IPI. IMUNIDADE. ENTIDADE BENEFICENTE DE ASSISTÊNCIA SOCIAL

IPI. IMUNIDADE. ENTIDADE BENEFICENTE DE ASSISTÊNCIA SOCIAL. AQUISIÇÃO DE PRODUTOS NO MERCADO INTERNO NA QUALIDADE DE CONTRIBUINTE DE FATO. NÃO APLICABILIDADE. BENEPLÁCITO RECONHECIDO SOMENTE AO CONTRIBUINTE DE DIREITO. REPERCUSSÃO ECONÔMICA. IRRELEVÂNCIA. 1. O Plenário do Supremo Tribunal Federal, no julgamento do RE 608.872-RG, admitido sob a sistemática da repercussão geral, decidiu que a imunidade tributária não se aplica às entidades beneficentes quando estas assumem a posição de contribuintes de fato. 2. No julgamento do mencionado paradigma, foi fixada a seguinte tese de repercussão geral: “A imunidade tributária subjetiva aplica-se a seus beneficiários na posição de contribuinte de direito, mas não na de simples contribuinte de fato, sendo irrelevante para a verificação da existência do beneplácito constitucional a repercussão econômica do tributo envolvido”. 3. Nos termos do art. 85, §11, do CPC/2015, fica majorado em 25% o valor da verba honorária fixada anteriormente, observados os limites legais do art. 85, §§ 2º e 3º, do CPC/2015. 4. Agravo interno a que se nega provimento, com aplicação da multa prevista no art. 1.021, §4º, do CPC/2015. RE 599181 AgR / RS, DJ 18-12-2017.

ADI. VÍCIO DE INICIATIVA. INEXISTÊNCIA. PRINCÍPIO DA LEGALIDADE. PARCELAMENTO. FORMA E CONDIÇÕES. DELEGAÇÃO AO REGULAMENTO. IMPOSSIBILIDADE

AÇÃO DIRETA DE INCONSTITUCIONALIDADE. LEI ESTADUAL Nº 11.453/2000. VÍCIO DE INICIATIVA. INEXISTÊNCIA. PRINCÍPIO DA LEGALIDADE. PARCELAMENTO. FORMA E CONDIÇÕES. DELEGAÇÃO AO REGULAMENTO. IMPOSSIBILIDADE. INCONSTITUCIONALIDADE. 1. Não ofende o art. 61, § 1º, II, b, da Constituição Federal lei oriunda de projeto elaborado na Assembleia Legislativa estadual que trate sobre matéria tributária, uma vez que a aplicação desse dispositivo está circunscrita às iniciativas privativas do chefe do Poder Executivo Federal na órbita exclusiva dos territórios federais. 2. Ao remeter a disciplina do parcelamento às regras atinentes à moratória, a lei complementar exigiu que a legislação definidora do instituto promovesse a especificação mínima das condições e dos requisitos para sua outorga em favor do contribuinte. 3. Em matéria de delegação legislativa, a jurisprudência da Corte tem acompanhado um movimento de maior flexibilização do Princípio da Legalidade, desde que o legislador estabeleça um desenho mínimo que evite o arbítrio. 4. O grau de indeterminação com que operou a Lei Estadual nº 11.453/2000, ao meramente autorizar o Poder Executivo a conceder o parcelamento, provocou a degradação da reserva legal, consagrada pelo art. 150, I, da Constituição Federal.
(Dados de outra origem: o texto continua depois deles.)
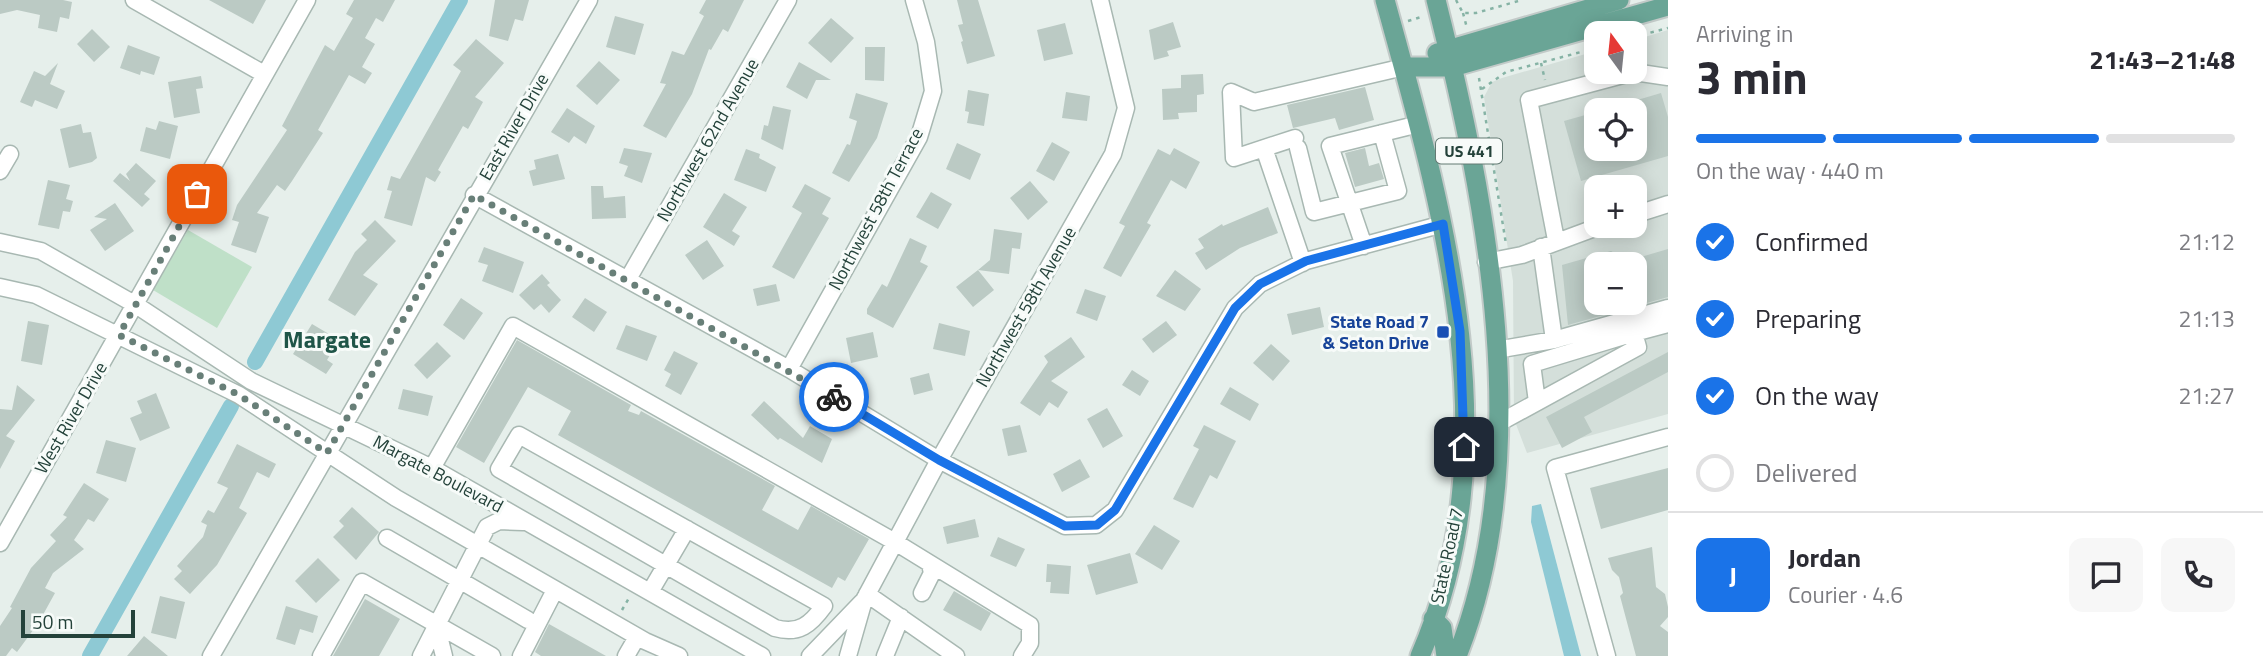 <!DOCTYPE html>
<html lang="en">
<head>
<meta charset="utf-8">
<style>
  body { margin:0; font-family:"Titillium Web",sans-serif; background:#f7f7f7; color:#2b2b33; height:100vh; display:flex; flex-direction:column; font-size:26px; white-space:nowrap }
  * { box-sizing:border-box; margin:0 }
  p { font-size:23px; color:#7c7c81 }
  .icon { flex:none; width:38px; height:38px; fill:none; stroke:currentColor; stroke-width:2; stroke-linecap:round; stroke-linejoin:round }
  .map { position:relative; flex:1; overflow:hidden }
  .side { display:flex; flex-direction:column; background:#fff; width:595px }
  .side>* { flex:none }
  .needle { width:46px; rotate:345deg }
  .tools { position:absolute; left:1584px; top:21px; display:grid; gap:14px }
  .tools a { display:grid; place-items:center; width:63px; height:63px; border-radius:14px; background:#fff; box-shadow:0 4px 18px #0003; font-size:35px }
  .scale { position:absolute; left:21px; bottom:18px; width:114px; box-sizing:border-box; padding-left:7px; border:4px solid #24423a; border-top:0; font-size:19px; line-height:24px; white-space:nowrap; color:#24423a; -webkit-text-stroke:5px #f7fbf9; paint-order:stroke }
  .pin { position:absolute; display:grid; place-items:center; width:60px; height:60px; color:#fff; margin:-30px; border-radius:14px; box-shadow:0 4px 10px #0006 }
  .courier { position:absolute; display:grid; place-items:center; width:70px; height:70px; margin:-35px; border:5px solid #1a73e8; border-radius:50%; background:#fff; color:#222; box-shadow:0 2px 9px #0007 }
  .head em { font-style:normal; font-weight:700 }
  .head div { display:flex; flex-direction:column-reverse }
  .head { display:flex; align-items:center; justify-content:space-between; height:119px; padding:0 28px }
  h1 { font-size:46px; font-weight:700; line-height:52px }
  .bar { display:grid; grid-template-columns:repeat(4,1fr); gap:10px 7px; align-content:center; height:84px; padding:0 28px }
  .bar i { height:9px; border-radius:5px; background:#e1e1e2 }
  .bar .active { background:#1a73e8 }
  .bar p { grid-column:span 4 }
  .line { display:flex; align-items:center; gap:18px; padding:0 28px; border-top:2px solid #e1e1e2 }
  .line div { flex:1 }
  .round { display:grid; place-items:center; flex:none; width:74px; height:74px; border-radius:14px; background:#f7f7f7 }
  ol { padding:0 28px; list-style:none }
  li { display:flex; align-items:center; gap:21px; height:77px }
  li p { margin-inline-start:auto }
  li .icon { padding:7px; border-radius:50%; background:#1a73e8; color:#fff; stroke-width:4 }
  li:last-child { color:#7c7c81 }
  li i { width:38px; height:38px; border:4px solid #e1e1e2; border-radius:50% }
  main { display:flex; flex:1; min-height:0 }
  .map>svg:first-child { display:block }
</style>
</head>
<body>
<main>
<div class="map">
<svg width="1668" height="656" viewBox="0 0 1668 656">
  <rect width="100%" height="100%" fill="#e6efeb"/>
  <path fill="#d4dfda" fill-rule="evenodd" d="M1668,30v384l-141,39 -13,-34 -1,-138 -29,-184 8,-15 10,-4 94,-27v21h38l1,-32zM1596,110h38v39h-38zM1596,187h38v39h-38zM1596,264h38v39h-38z"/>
  <path fill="#bfe0c8" d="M188,230l64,37 -35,61 -64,-38z"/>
  <path fill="#8ec9d4" d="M1541,504l40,152h-17l-33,-134 1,-16z"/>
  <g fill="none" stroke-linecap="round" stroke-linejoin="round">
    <path stroke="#8ec9d4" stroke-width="16" d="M255,362l205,-362
      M90,656l141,-250"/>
  </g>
  <path fill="#bbcac4" d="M0,0h63l9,2 -3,17 -9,-2 -3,15 -19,-4 2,-13 -23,-5 -17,4z
    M209,0h57l-13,24z
    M354,0h41l-12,22 -7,-4 -11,20 10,6 -13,23 10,6 -7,11 -16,-9 -31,55 5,3 -31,48 -7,10 -8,-6 -20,28 12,4 -13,36 -25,-8 8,-23 -7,-2 5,-15 50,-75 -5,-4 43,-81 9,6 19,-33 -7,-4z
    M495,0h34l-6,21 -8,-2 -7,22 -19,-5z
    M706,0h38l-16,32 -5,-3 -12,21 -2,-1 -17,45 -26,44 -23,-12 23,-42 -6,-1 12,-32 12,4 20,-39 -5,-3z
    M957,0h21l17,56 -28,8 -6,-22 2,-1 -5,-16 5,-1z
    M615,16l29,8 -9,31 -29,-8z
    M831,18l23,20 -23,25 -23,-20z
    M1173,22l8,25 -14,4 2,5 -15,4 -5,-30z
    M1065,23l8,31 -29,7 -7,-31z
    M92,29l18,18 -16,15 -17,-18z
    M476,39l28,24 -29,34 8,5 -15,27 -5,-3 -25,44 3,2 -6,10 -9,-5 -14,49 -28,-8 8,-27 -5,-1 4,-14 9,3 61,-108 -8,-6z
    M128,45l32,12 -6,18 -13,-4 -1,4 -20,-7z
    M865,47h20l-1,34 -19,-1z
    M599,61l21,19 -23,25 -21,-19z
    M799,62l32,18h-18h3l-9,19 -21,-12z
    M58,63l-8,21 15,7 -8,18 -22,-9 -3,7 -12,-5 14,-31 11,5z
    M1203,74l1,20 -7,1v17l-19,1 1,6 -16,1 -1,-31 19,-1v-13z
    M201,76l2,12 -7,1 4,24 -26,5 -6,-36z
    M1365,87l9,33 -35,10 -4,-12 -42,10 -6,-23z
    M968,90l21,4 -5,32 -17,-3 2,-11 -4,-1z
    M1066,92l24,4 -3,25 -25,-3z
    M856,93l32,10 -11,35 -28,44 -17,-9 15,-29 3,1 7,-24 -8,-3z
    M1661,93l7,24v39l-87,25 -17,-60 32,-9v37h38v-48z
    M773,106l18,4 -8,40 -22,-11 3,-14 4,1z
    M567,108l28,18 -9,18 -12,-8 -5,7 -18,-11z
    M159,121l19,5 -8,33 -30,-8 6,-24 10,3z
    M81,124l2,9 8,-1 6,26 -5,4 -23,6 -9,-39z
    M1052,142l18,10 -16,29 -18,-10z
    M957,143l24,11 -11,26 -24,-11z
    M624,148l28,5 -10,30 -18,-7 4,-10 -9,-3z
    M1174,148l26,14 -14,27 -15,-9 -24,43 4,2 -30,52 -18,-9 22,-42 -6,-3 39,-74 12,6z
    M1365,148l4,18 10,-3 5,16 -29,8 -10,-34z
    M746,149l14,5 -1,4 17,9 -10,25 -32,-12z
    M558,154l7,25 -32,7 -4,-15 7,-2 -2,-9z
    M136,163l20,18 -12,13 6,5 -8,8 -29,-26 7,-8 10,8 -4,-7z
    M48,180l22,5 -4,14 7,2 -3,11 -7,-1 -4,18 -21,-4z
    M1030,181l18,21 -20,18 -18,-22z
    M805,184l26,14 -9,16 7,4 -35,61 -22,-12 30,-54 -10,-6z
    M591,186h12l1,12 21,-2 1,22 -34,1z
    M931,192l21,12 -14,25 -22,-12z
    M724,193l23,14 -15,24 8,5 -6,10 -31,-19z
    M115,203l19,28 -29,20 -15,-21 17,-11 -13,-2z
    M1268,207l10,26 -38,15 -34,22 -11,-17 9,-5 -6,-9 24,-15 1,2z
    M375,220l21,21 -33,34 15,9 -23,32 -27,-16 27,-48 12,-12 -6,-6z
    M994,229l28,4 -2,16 -8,-1 -3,26 -31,-4 12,-10z
    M910,238l17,8 -7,16 8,4 -35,62 -26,-14v-5l15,-25 5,3z
    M707,240l17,26 -21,14 -18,-25z
    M484,247l40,15 -11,31 -31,-12 6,-16 -10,-3z
    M1668,249v48l-100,28 -6,-60 49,-14 22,13h-37v39l38,2v-46z
    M978,270l16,20 -21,17 -17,-20z
    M1175,270l26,19 -16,22 -29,-15z
    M542,274l8,9 -3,2 14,15 -12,13 -8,-9 -7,6 -15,-15z
    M776,284l4,17 -23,5 -4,-17z
    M1085,289l21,7 -9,25 -21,-8z
    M461,298l22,15 -19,27 -21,-15z
    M585,298l22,14 -13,20 -22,-15z
    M1320,307l4,20 -32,8 -5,-21z
    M28,321l21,4 -7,40 -21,-4z
    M1166,321l11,14 -24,18 -11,-14z
    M939,323l31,8 -5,25 -32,-7z
    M312,324l27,16 -12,20 6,4 -7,10 -33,-20z
    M626,325l31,11 -10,25 -31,-12z
    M873,332l5,25 -27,6 -5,-25z
    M1071,337l14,20 -34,24 17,11 -10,16 -9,-6 -9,14 -20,-13 28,-41 -4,-6z
    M517,340l114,65 -3,6 11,4 2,-4 134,75 -13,24 36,20 13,-24 58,33 -24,42 -7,-4 -6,11 -274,-153 13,-24 -43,-24 -44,76 -28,-16z
    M437,342l14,14 -24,23 -13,-14z
    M1271,344l19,17 -17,20 -20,-18z
    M674,351l24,12 -17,32 -16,-9 6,-12 -7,-4z
    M1668,352v20l-84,45 8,15 -30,16 -16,-31z
    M1132,370l17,11 -9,15 -18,-11z
    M929,373l4,17 -19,5 -4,-17z
    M17,385l18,15 -29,36 9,5 -15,28v-60l12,1z
    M1230,387l29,17 -9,17 -30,-17z
    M403,389l30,7 -5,20 -30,-7z
    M156,393l14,35 -30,13 -10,-23 12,-5 -5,-12z
    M764,401l39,37 7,-12 22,13 -10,24 -42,-25 -2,2 -27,-25z
    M1107,408l16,28 -20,12 -16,-29z
    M1020,425l7,27 -19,4 -6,-27z
    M1204,425l32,16 -19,38 -7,-4 -17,33 -20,-9 26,-50 -6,-3z
    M106,440l30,8 -10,34 -30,-9z
    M237,444l39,20 -7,14 -12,-6 -18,36 8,5 -30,52 -27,29 -16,-15 8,-8 -5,-5 26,-29 4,-12 -6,-3 7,-12 6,3 14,-25 -11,-5z
    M1080,459l10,18 -28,15 -9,-18z
    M1668,468v42l-67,19 -11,-41z
    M84,483l25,16 -15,23 -6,-3 -14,21 10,9 -31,24 -8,15 10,5 -16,29 -22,30 -5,-4 -6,8h-6v-30l12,-18 -2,-1 21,-39 25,-27 -6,-6 17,-18 -4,-2z
    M352,507l27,25 -23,28 -23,-23 11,-11 -5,-5z
    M975,519l4,18 -32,7 -4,-17z
    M1154,525l26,16 -18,29 -27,-16z
    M998,537l27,12 -9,18 -26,-11z
    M1652,547l4,40 9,7 3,13v10l-8,9 8,6v24h-32l-16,-60 3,-3 -4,-16 -7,-7 -4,-12z
    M1130,553l8,30 -42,12 -9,-30z
    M318,558l22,22 -24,23 -21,-22z
    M1047,564l24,2 -2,28 -19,-1 1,-11h-5z
    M954,591l37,22 -10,18 -38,-21z
    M160,596l25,6 -9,37 -25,-6z
    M365,599l35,20 -21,37h-46z
    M286,606l32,10 -5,17 -13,-4 -5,16 -19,-6z
    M549,624l57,32h-65l-6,-4z
    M144,636l24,20h-41z"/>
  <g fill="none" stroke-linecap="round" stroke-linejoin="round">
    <defs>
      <path id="minor" d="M134,0l130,74
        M1634,72l34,5
        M1295,138l-61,20 -3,-66 23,10 150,-35
        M1264,148l39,115
        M1298,148l16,64 84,-21 -16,-58
        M0,171l10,-17
        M474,195l315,174 150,91 126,66 31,-1 19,-15 120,-202 25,-24 46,-23 137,-37
        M1634,215l34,-11
        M1556,240l-27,-140 105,-28
        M0,242l41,9 95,54 115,76 181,87 330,188
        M1364,246l-34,-100 89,-22
        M1541,247l13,93
        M1486,262l36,-7 78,-29
        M628,279l160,-279
        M0,287l36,8 203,100 157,103 249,143 34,15
        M1496,350l58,-10 114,-32
        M789,369l130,-232 14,-46 -7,-49 -12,-42
        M1537,402l-5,-38 102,-31
        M1499,423l139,-76 -4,-14 34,-9
        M519,435l305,171c-13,18 -25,29 -49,22l-276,-159z
        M432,468l81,-142 382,216 135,83v18l-8,13
        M387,538l141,82
        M0,543l307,-543
        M650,592l37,-63
        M922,593l10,-20 -2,-9
        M867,594l89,62
        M436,624l8,32
        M211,656l378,-656
        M321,656l41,-74 130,74
        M421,656l66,-129 12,-6 24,1
        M521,656l34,-66
        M626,656l11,-19
        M810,656l52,-54
        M848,656l16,-56 75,-140 174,-306 13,-46 -26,-108
        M885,656l16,-39
        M1607,656l-52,-188 113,-31"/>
      <path id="major" d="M1385,0c58,210 127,444 35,656
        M1436,0c51,202 101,456 21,656
        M1437,53l182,-53
        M1404,67h48l216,-61
        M1433,619l9,9 4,28"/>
    </defs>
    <use href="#minor" stroke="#a8b8b2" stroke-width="19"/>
    <use href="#major" stroke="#c2cac8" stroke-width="23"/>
    <path stroke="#86b3a5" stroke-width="2.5" stroke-dasharray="3.5 5" stroke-linecap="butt" d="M1456,0l7,13h13l46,-13
      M1463,13l4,15
      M1408,21l13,-4
      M1634,37l34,-9
      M1541,63l4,17
      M1479,78l27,166
      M1482,89l24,-17 90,-24
      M622,610l7,-12"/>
    <use href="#minor" stroke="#fff" stroke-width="16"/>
    <use href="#major" stroke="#6aa596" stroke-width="19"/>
  </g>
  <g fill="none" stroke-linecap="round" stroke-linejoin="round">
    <path stroke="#687f78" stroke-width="7" stroke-dasharray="0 12.6" d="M197,194l-78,141 120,60 88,58 147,-258 360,202"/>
    <path stroke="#1a73e8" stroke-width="9" d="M834,397l105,63 126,66 32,-1 18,-15 120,-202 25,-24 46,-23 137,-37 17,107 4,116"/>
  </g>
  <rect fill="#1a4fb4" stroke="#f7fbf9" stroke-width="2.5" x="1436" y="325" width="14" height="14" rx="3.5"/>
  <g text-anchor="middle" stroke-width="6" stroke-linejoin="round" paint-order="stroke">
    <rect fill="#f7fbf9" stroke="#637a73" stroke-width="2" x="1436" y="138.5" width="66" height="25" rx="5"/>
    <g font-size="16" font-weight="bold" fill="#24423a">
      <text x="1469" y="157">US 441</text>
    </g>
    <g font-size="18" fill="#24423a" stroke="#f7fbf9">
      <text transform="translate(514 127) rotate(-60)" y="6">East River Drive</text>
      <text transform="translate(708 140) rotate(-60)" y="6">Northwest 62nd Avenue</text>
      <text transform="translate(876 209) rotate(-62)" y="6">Northwest 58th Terrace</text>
      <text transform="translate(1026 307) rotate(-60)" y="6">Northwest 58th Avenue</text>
      <text transform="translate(71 418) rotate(-60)" y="6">West River Drive</text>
      <text transform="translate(438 474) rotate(28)" y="6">Margate Boulevard</text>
      <text transform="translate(1447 556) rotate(-78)" y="6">State Road 7</text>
    </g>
    <g font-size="18" font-weight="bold" fill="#164399" stroke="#f7fbf9" text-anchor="end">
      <text x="1429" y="328">State Road 7<tspan x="1429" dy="21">&amp; Seton Drive</tspan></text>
    </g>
    <g font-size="24" font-weight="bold" fill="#1f5548" stroke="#f7fbf9">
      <text x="327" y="348">Margate</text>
    </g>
  </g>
</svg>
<div class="tools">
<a><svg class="needle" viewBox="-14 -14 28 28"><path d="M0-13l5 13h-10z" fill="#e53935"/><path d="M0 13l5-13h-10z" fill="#7c7c81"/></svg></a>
<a><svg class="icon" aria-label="locate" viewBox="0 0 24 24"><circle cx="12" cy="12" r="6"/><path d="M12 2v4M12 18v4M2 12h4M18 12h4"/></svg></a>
<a>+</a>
<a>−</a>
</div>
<div class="scale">50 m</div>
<div class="pin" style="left:197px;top:194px;background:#ea580c"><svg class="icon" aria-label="bag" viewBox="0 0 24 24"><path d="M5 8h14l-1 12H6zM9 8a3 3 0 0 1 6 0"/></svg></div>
<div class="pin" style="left:1464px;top:447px;background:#1f2937"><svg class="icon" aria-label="home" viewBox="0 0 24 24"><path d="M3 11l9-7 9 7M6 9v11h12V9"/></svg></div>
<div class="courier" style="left:834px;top:397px"><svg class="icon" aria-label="bike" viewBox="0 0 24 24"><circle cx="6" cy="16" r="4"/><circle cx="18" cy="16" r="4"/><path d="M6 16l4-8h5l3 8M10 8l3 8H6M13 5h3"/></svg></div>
</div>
<section class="side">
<div class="head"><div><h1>3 min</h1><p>Arriving in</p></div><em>21:43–21:48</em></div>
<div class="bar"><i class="active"></i><i class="active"></i><i class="active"></i><i></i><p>On the way · 440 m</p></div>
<ol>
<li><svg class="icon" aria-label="check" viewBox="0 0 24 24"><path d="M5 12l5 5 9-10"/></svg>Confirmed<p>21:12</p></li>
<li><svg class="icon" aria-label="check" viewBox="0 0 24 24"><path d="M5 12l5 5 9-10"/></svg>Preparing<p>21:13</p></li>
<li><svg class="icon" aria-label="check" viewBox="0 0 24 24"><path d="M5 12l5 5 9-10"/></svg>On the way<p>21:27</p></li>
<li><i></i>Delivered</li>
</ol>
<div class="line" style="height:126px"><b class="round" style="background:#1a73e8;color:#fff">J</b><div><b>Jordan</b><p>Courier · 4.6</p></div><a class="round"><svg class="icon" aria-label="chat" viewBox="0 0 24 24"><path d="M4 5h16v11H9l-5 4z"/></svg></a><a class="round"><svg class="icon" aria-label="phone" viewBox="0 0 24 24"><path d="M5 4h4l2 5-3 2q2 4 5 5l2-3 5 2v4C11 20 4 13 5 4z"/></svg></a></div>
</section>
</main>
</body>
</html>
Isso porque a remessa ao ato infralegal não pode resultar em desapoderamento do legislador no trato de elementos essenciais da obrigação tributária. Para o respeito do princípio da legalidade, seria essencial que a lei (em sentido estrito), além de prescrever o tributo a que se aplica (IPVA) e a categoria de contribuintes afetados pela medida legislativa (inadimplentes), também definisse o prazo de duração da medida, com indicação do número de prestações, com seus vencimentos, e as garantias que o contribuinte deva oferecer, conforme determina o art. 153 do Código Tributário Nacional. 5. Ação direta de inconstitucionalidade julgada procedente, com a declaração da inconstitucionalidade da Lei nº 11.453/2000 do Estado do Rio Grande do Sul, por afronta ao princípio da reserva de lei em matéria tributária, contido no art. 150, I, da Constituição Federal. ADI 2304 / RS, DJ 03/05/2018.

OFENSA À SÚMULA VINCULANTE 24. INVESTIGAÇÃO DE CRIME MATERIAL CONTRA A ORDEM TRIBUTÁRIA

AGRAVO REGIMENTAL EM RECLAMAÇÃO. ALEGADA OFENSA À SÚMULA VINCULANTE 24. INVESTIGAÇÃO DE CRIME MATERIAL CONTRA A ORDEM TRIBUTÁRIA NÃO CONFIGURADA. 1. O crime de sonegação fiscal previdenciária (art. 337-A do Código Penal) absorve o crime de falso previsto no art. 297, § 4º, do Código Penal quando este tiver sido praticado com o único fim de deixar de recolher contribuições previdenciárias. 2. Na hipótese dos autos, não restou comprovado que o crime de falso se exauriu no crime tributário, de modo que não incide A Súmula Vinculante 24. 3. Agravo regimental a que se nega provimento. Rcl 24424 AgR / MT, DJ 04-05-2018.

TFE. LEI 13.477/2002. CRITÉRIO. ATIVIDADE EXERCIDA PELO CONTRIBUINTE. IMPOSSIBILIDADE

TAXA DE FISCALIZAÇÃO DE ESTABELECIMENTOS (TFE). LEI 13.477/2002. CRITÉRIO. ATIVIDADE EXERCIDA PELO CONTRIBUINTE. IMPOSSIBILIDADE. 1. É ilegítimo utilizar-se como parâmetro a atividade exercida pelo contribuinte para fixar o valor da Taxa de Fiscalização de Estabelecimento (TFE), uma vez que se distancia do requisito da referibilidade das taxas. 2. Agravo regimental a que se nega provimento, com aplicação de multa, nos termos do art. 1.021, §4º, do CPC e majoração de honorários advocatícios, com base no art. 85, § 11, do CPC, observados os limites dos §§ 2º e 3º do mesmo dispositivo. ARE 1085183 AgR / SP, DJ 27-03-2018.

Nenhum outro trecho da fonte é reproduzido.